*** Opening Input for this task ***
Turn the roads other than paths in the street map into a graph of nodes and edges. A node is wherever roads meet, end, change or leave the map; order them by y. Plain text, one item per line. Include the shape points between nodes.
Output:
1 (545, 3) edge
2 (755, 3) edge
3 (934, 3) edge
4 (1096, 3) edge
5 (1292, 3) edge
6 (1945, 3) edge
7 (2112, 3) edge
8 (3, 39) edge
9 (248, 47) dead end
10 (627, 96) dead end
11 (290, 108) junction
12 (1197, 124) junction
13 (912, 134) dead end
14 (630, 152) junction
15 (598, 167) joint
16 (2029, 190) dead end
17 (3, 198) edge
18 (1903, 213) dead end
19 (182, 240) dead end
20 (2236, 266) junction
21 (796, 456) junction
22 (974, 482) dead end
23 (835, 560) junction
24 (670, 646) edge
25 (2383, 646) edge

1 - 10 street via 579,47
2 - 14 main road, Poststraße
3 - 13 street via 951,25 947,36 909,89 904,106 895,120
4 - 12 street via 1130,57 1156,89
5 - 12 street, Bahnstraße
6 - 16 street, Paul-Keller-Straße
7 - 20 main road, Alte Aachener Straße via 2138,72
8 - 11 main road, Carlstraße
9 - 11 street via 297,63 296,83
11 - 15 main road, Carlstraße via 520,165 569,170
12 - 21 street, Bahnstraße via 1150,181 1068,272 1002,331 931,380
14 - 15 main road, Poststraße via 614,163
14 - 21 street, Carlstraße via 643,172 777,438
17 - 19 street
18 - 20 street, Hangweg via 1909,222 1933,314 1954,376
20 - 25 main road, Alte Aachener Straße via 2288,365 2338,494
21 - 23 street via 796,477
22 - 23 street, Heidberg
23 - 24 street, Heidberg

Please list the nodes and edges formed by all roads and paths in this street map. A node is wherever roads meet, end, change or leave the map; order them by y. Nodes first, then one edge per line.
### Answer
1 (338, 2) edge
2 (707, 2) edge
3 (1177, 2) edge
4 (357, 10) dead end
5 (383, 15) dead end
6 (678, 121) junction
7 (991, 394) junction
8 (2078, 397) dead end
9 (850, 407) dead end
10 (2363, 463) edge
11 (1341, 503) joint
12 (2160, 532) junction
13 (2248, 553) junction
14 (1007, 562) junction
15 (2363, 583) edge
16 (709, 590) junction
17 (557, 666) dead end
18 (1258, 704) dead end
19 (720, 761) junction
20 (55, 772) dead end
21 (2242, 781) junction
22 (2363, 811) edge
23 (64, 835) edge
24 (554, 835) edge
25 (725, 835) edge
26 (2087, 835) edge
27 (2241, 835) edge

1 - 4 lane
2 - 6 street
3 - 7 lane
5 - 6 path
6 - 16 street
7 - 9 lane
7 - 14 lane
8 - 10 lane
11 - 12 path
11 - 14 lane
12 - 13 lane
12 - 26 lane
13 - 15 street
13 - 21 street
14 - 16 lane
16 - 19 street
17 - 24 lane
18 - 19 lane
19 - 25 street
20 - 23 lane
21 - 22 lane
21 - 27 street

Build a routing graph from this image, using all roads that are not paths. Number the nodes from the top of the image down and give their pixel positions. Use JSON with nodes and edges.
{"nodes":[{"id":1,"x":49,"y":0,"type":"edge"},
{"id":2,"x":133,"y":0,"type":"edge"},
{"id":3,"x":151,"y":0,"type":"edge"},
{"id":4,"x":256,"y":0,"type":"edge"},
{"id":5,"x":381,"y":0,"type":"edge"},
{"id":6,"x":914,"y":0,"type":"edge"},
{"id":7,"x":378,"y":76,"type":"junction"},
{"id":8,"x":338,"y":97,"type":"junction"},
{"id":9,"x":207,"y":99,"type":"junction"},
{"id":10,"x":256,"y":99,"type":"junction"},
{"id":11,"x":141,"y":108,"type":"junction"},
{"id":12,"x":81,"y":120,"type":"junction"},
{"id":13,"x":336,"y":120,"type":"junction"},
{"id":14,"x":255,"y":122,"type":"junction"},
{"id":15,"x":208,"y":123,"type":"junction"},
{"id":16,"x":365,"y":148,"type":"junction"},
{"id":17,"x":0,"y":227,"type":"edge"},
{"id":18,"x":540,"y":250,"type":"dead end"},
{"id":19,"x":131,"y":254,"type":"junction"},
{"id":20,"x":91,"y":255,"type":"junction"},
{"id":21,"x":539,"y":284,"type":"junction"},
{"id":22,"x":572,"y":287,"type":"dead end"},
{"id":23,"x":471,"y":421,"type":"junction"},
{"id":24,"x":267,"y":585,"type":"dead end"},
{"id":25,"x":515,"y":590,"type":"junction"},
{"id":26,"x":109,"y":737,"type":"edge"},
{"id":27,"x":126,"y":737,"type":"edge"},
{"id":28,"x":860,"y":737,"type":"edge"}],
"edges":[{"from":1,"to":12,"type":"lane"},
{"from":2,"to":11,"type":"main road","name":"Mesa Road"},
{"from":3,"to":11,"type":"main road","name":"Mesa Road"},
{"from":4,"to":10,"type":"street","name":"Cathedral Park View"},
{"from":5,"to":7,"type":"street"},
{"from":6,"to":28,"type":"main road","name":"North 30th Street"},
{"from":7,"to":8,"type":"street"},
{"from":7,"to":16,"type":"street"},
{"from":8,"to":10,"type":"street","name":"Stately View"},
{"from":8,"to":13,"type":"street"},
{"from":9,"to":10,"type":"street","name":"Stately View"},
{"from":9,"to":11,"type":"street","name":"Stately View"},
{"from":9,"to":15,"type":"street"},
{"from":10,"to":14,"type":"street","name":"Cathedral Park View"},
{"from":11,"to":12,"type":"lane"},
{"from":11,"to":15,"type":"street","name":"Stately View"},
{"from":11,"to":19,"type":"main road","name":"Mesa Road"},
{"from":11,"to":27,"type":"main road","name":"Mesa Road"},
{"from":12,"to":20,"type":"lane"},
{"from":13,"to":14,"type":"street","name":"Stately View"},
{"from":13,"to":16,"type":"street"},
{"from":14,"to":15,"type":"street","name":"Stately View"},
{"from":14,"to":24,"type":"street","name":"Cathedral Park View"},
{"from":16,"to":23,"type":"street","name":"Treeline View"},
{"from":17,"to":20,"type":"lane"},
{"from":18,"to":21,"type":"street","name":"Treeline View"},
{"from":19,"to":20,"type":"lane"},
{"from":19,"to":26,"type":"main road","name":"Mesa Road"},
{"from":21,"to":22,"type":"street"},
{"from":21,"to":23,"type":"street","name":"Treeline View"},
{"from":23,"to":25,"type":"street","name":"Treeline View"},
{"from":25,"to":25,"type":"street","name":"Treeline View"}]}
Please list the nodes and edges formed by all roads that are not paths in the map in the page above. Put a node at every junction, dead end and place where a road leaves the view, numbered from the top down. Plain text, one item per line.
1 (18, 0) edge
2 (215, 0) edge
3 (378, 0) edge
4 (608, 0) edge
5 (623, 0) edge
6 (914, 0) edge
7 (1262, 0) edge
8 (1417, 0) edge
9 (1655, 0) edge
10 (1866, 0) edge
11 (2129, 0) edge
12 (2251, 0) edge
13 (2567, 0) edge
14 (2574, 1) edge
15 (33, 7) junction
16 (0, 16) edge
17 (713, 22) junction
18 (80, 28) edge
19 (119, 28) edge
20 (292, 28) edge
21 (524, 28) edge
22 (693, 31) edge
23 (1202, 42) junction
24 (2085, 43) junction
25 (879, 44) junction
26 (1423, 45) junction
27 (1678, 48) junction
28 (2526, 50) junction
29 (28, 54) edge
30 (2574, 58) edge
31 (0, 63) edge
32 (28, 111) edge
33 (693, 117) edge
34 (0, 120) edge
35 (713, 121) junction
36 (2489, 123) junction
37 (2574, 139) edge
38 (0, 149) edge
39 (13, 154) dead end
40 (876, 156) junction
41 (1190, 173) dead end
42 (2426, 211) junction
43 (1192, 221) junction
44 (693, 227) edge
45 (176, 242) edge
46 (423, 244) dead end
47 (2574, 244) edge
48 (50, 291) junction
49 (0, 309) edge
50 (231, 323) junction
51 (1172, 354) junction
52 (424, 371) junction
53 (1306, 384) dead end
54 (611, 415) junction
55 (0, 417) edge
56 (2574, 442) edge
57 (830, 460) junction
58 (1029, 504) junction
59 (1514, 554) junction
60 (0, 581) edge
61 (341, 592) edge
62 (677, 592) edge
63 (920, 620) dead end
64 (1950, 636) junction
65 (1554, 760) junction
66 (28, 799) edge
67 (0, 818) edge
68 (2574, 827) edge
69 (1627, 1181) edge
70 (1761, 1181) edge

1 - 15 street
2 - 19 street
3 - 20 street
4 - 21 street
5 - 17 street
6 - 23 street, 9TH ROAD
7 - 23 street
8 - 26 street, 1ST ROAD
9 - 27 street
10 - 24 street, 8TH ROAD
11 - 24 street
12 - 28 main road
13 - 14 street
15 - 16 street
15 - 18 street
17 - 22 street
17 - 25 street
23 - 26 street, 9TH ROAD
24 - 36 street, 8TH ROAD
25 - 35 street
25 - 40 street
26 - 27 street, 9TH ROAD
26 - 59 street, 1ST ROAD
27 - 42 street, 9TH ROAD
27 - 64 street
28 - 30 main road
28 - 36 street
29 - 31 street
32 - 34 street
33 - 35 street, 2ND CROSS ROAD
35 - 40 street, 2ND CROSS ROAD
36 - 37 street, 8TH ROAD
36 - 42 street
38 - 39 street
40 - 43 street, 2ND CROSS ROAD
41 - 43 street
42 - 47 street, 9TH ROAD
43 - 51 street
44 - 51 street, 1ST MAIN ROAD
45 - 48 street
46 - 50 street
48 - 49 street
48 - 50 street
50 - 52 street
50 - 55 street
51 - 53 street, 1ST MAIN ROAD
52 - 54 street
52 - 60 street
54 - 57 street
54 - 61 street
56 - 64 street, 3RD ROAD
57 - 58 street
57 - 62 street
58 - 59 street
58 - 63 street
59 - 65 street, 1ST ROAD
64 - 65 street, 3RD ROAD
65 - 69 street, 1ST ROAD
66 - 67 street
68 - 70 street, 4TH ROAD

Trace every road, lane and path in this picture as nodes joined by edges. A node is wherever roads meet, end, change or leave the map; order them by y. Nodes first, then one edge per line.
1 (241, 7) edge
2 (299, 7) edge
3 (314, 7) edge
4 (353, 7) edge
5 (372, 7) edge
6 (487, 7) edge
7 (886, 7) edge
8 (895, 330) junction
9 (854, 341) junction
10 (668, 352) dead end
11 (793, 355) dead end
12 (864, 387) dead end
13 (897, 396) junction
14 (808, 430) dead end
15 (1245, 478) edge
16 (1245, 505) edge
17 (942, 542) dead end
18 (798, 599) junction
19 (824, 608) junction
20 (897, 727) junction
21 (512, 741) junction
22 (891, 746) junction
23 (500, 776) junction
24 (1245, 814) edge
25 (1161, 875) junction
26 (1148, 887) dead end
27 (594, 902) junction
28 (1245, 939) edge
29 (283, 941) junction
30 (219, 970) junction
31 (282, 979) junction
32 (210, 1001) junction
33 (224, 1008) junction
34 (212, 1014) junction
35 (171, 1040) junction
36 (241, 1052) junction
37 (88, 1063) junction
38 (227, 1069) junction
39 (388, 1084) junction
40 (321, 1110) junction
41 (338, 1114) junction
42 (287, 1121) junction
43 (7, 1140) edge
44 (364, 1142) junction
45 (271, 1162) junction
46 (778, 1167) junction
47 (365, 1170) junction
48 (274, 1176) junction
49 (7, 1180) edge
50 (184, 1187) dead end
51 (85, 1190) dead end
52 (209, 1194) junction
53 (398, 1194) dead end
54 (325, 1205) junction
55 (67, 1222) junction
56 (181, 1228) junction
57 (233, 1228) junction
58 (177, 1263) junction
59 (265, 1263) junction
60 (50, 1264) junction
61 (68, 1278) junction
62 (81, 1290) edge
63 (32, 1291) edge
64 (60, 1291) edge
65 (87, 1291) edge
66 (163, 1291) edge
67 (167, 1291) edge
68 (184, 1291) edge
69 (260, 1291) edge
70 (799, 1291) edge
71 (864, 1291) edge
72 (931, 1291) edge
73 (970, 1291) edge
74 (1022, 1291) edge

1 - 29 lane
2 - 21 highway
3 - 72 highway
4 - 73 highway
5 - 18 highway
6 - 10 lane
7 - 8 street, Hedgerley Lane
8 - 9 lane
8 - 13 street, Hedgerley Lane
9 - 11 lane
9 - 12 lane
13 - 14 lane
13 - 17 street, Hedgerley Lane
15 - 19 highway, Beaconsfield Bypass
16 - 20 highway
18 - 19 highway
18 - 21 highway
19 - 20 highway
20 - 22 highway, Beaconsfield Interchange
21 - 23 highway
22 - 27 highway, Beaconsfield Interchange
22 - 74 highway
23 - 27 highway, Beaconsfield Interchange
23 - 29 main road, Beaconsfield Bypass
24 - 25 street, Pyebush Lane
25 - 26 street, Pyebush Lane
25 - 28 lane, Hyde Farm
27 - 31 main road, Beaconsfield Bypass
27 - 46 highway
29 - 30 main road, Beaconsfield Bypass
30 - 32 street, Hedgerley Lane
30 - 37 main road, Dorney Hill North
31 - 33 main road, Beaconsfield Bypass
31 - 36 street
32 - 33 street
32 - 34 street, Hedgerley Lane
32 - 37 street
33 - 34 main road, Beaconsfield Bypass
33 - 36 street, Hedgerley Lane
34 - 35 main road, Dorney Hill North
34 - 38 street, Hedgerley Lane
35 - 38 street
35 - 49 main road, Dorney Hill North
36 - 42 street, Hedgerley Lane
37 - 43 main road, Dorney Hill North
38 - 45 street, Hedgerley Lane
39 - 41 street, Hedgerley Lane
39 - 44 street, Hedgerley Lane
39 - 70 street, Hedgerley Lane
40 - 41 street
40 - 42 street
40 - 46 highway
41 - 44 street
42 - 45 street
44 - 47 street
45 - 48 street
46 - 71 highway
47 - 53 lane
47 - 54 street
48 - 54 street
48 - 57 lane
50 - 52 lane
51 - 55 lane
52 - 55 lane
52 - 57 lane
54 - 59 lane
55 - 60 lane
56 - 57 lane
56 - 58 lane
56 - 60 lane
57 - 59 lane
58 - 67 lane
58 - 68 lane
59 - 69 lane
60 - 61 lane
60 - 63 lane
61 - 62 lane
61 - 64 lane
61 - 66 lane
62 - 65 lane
*** Closing Input for this task ***
**Problem requirements:** What are the exact lines from the beginning of the material through the line containing "Please list the nodes and edges formed by all roads and"? Write out those lines alone.

**Answer to this problem:**
Turn the roads other than paths in the street map into a graph of nodes and edges. A node is wherever roads meet, end, change or leave the map; order them by y. Plain text, one item per line. Include the shape points between nodes.
Output:
1 (545, 3) edge
2 (755, 3) edge
3 (934, 3) edge
4 (1096, 3) edge
5 (1292, 3) edge
6 (1945, 3) edge
7 (2112, 3) edge
8 (3, 39) edge
9 (248, 47) dead end
10 (627, 96) dead end
11 (290, 108) junction
12 (1197, 124) junction
13 (912, 134) dead end
14 (630, 152) junction
15 (598, 167) joint
16 (2029, 190) dead end
17 (3, 198) edge
18 (1903, 213) dead end
19 (182, 240) dead end
20 (2236, 266) junction
21 (796, 456) junction
22 (974, 482) dead end
23 (835, 560) junction
24 (670, 646) edge
25 (2383, 646) edge

1 - 10 street via 579,47
2 - 14 main road, Poststraße
3 - 13 street via 951,25 947,36 909,89 904,106 895,120
4 - 12 street via 1130,57 1156,89
5 - 12 street, Bahnstraße
6 - 16 street, Paul-Keller-Straße
7 - 20 main road, Alte Aachener Straße via 2138,72
8 - 11 main road, Carlstraße
9 - 11 street via 297,63 296,83
11 - 15 main road, Carlstraße via 520,165 569,170
12 - 21 street, Bahnstraße via 1150,181 1068,272 1002,331 931,380
14 - 15 main road, Poststraße via 614,163
14 - 21 street, Carlstraße via 643,172 777,438
17 - 19 street
18 - 20 street, Hangweg via 1909,222 1933,314 1954,376
20 - 25 main road, Alte Aachener Straße via 2288,365 2338,494
21 - 23 street via 796,477
22 - 23 street, Heidberg
23 - 24 street, Heidberg

Please list the nodes and edges formed by all roads and paths in this street map. A node is wherever roads meet, end, change or leave the map; order them by y. Nodes first, then one edge per line.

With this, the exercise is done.